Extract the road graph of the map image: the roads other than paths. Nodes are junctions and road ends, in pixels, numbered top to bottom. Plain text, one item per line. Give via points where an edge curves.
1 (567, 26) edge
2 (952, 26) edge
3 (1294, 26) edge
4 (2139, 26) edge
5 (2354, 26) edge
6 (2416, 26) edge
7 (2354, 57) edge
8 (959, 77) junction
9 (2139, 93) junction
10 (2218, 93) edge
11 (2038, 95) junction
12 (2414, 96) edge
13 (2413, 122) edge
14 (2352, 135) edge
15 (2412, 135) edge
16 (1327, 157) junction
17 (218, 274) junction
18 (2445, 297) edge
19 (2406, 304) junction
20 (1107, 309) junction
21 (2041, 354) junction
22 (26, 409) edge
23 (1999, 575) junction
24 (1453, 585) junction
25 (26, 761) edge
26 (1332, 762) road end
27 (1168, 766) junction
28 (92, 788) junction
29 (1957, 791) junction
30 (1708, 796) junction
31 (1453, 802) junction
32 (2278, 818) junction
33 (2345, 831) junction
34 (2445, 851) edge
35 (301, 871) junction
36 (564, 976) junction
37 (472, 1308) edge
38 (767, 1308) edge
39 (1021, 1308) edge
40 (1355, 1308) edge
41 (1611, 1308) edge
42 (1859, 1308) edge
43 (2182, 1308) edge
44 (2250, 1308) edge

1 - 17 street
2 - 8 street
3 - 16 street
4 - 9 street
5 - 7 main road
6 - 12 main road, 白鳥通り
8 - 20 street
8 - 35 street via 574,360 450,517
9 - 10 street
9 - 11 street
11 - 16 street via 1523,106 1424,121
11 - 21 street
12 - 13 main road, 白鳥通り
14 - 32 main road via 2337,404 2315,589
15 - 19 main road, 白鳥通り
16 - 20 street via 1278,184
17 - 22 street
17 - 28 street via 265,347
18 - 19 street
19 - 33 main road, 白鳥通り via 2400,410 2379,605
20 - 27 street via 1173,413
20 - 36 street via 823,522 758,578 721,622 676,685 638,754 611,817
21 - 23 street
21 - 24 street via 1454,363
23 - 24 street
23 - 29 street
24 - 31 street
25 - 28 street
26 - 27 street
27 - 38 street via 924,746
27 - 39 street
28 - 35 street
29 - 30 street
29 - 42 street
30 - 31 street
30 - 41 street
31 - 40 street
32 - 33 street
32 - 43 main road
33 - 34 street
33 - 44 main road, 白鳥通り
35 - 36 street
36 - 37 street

## AIM OF THE EXERCISE
Tally how many lines in the material above hold the word "main". Write only that number.

## PROBLEM SOLUTION
8